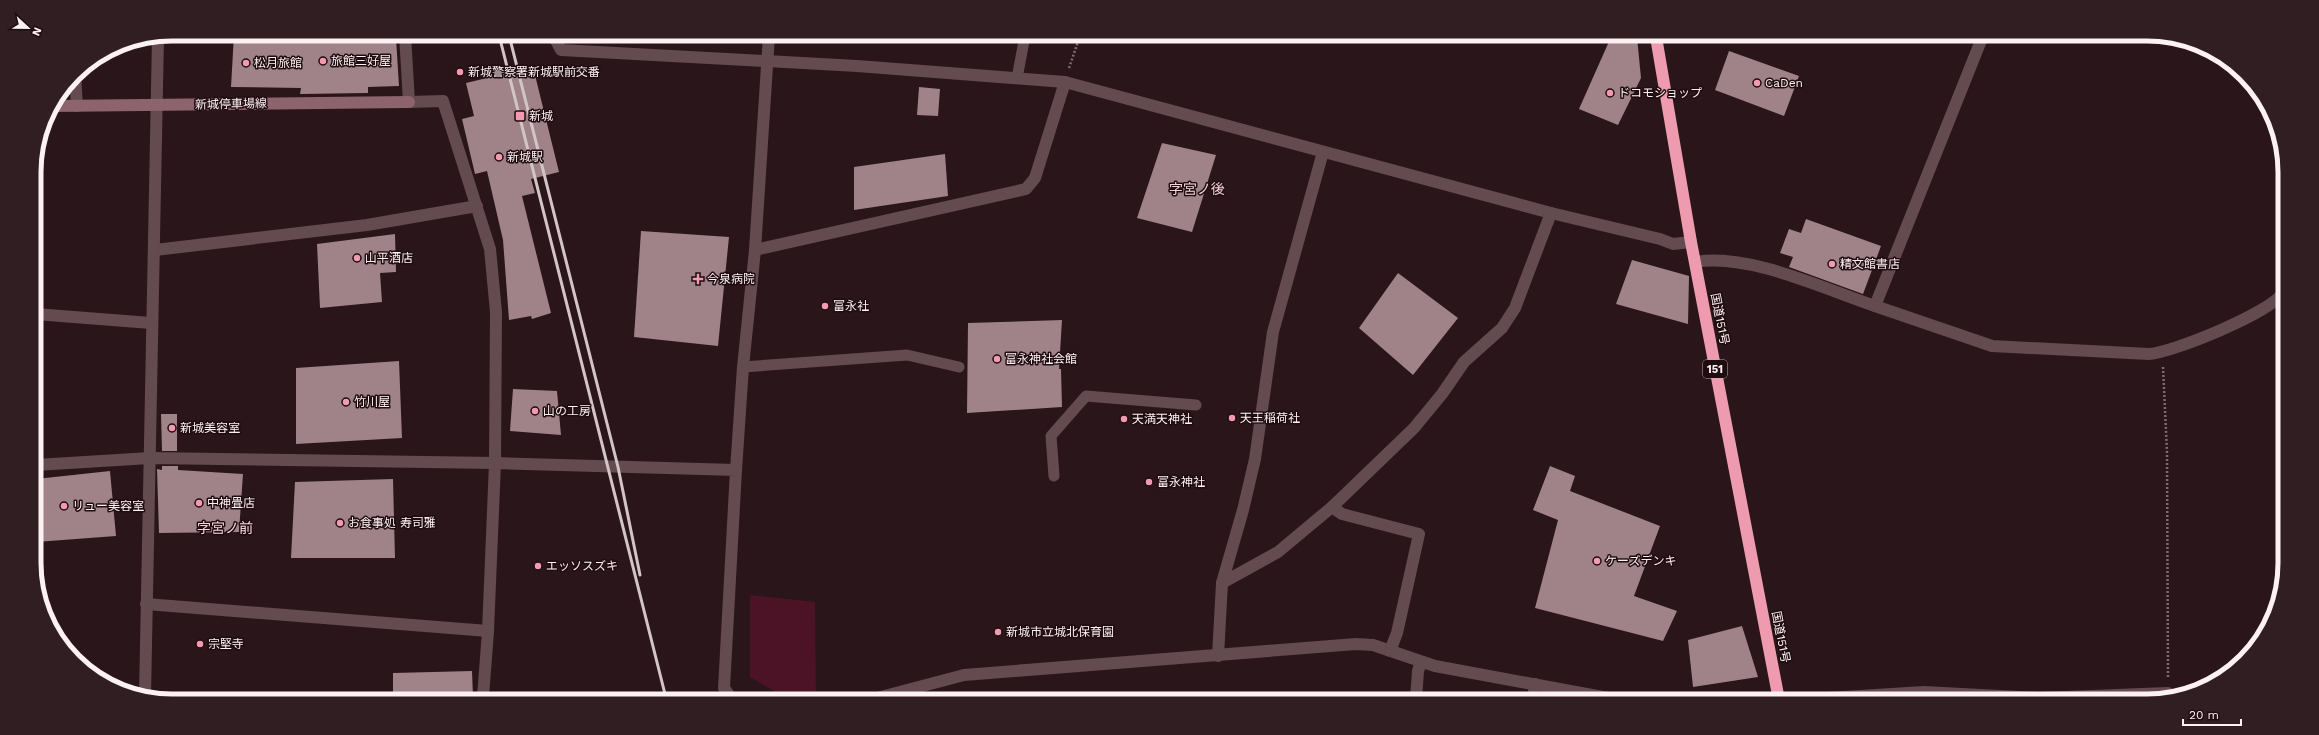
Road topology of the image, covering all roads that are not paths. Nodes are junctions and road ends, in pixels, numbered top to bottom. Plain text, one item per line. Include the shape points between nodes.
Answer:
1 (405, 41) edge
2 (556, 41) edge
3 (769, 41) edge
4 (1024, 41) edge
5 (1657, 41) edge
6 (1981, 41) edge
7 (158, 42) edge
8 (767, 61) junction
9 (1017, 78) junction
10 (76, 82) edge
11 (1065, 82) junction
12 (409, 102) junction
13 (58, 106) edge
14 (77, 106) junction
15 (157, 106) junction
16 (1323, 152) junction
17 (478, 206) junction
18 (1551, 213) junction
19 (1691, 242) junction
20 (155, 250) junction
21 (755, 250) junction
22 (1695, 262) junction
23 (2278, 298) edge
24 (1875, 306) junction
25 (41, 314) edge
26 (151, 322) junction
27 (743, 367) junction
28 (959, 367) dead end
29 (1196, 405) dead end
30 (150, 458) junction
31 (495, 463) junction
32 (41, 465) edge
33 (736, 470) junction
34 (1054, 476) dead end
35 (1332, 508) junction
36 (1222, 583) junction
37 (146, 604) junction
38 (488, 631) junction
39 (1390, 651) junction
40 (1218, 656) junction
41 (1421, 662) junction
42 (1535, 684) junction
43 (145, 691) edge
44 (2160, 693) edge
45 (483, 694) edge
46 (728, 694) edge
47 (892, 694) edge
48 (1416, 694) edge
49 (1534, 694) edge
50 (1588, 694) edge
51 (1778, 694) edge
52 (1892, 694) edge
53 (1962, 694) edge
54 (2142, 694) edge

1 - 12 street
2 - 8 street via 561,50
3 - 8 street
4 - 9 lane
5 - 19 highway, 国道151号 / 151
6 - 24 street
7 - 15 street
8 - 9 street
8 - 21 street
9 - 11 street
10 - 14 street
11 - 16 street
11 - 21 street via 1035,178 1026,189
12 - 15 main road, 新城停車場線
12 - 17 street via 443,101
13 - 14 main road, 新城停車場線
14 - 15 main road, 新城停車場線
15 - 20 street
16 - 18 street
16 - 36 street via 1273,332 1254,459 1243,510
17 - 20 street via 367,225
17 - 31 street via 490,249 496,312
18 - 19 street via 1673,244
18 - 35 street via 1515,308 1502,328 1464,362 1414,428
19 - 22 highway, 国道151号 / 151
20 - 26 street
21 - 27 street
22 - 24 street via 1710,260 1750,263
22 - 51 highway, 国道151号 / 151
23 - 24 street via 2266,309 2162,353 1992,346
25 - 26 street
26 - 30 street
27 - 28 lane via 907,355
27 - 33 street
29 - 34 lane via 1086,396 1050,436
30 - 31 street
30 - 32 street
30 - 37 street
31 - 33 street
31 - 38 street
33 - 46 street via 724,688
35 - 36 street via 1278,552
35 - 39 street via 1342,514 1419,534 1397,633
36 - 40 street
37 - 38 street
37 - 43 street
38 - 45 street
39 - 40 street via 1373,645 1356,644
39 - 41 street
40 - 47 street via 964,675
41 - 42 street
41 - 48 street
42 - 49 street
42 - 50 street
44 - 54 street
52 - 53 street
- - - - - - -
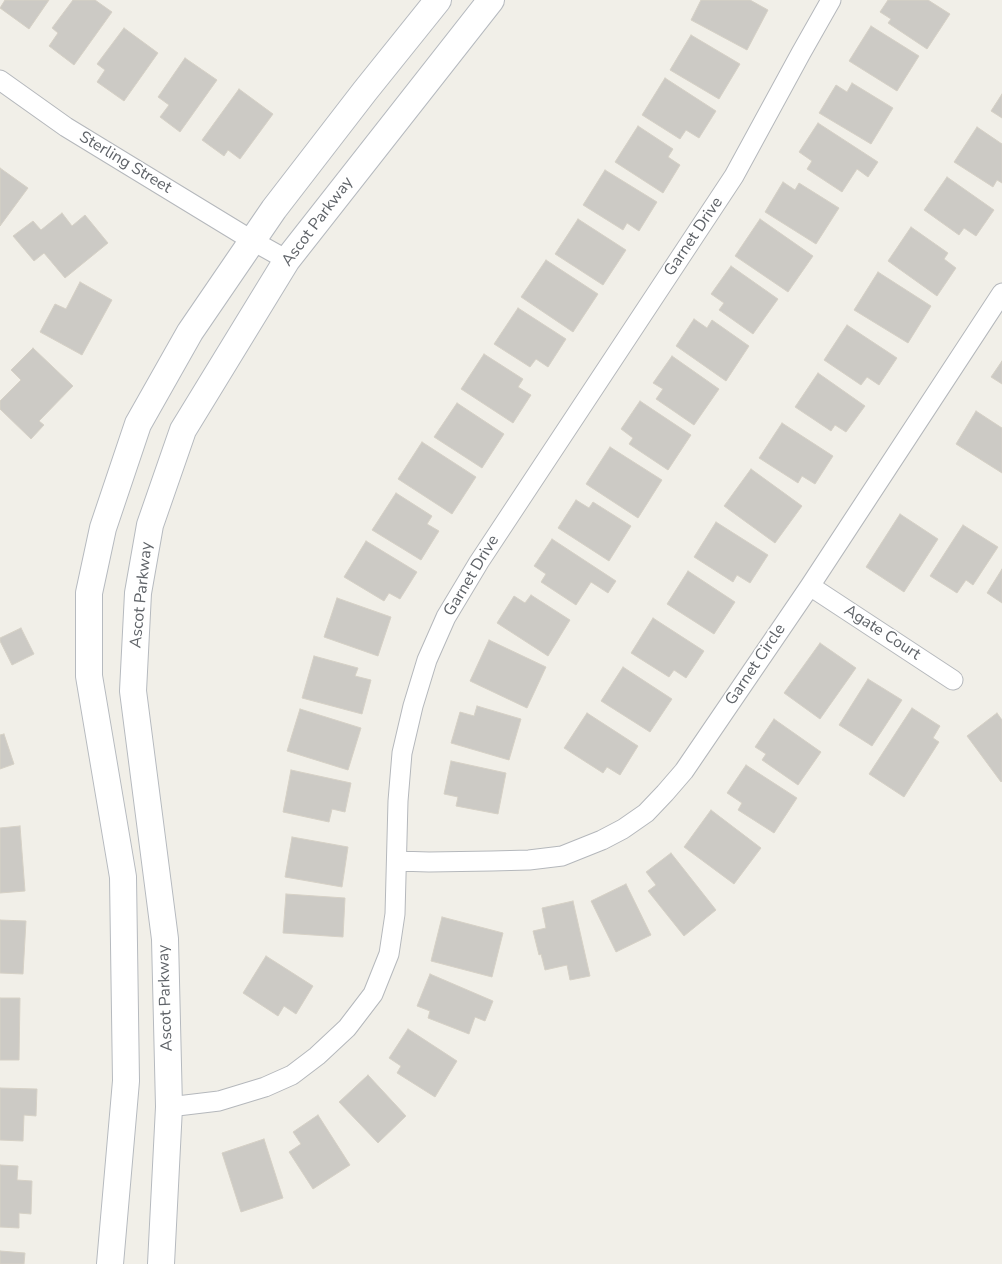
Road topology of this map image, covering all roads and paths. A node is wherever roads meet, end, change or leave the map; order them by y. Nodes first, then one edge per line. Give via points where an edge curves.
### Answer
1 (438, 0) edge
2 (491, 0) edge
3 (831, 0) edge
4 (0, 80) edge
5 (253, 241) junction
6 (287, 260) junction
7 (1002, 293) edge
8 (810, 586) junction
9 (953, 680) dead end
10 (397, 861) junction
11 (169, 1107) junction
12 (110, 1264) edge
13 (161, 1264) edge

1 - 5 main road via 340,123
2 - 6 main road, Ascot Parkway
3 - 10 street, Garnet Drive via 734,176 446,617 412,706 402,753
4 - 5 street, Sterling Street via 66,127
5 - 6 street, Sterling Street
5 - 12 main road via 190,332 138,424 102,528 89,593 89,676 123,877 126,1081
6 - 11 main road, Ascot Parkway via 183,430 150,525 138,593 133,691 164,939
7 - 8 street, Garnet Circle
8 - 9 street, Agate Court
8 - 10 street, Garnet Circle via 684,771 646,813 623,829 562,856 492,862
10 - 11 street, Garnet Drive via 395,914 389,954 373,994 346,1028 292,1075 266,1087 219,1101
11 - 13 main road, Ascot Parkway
- - - - - - -
Among the entries above, how many lines hold the string "topology"? Answer with the bare number.

2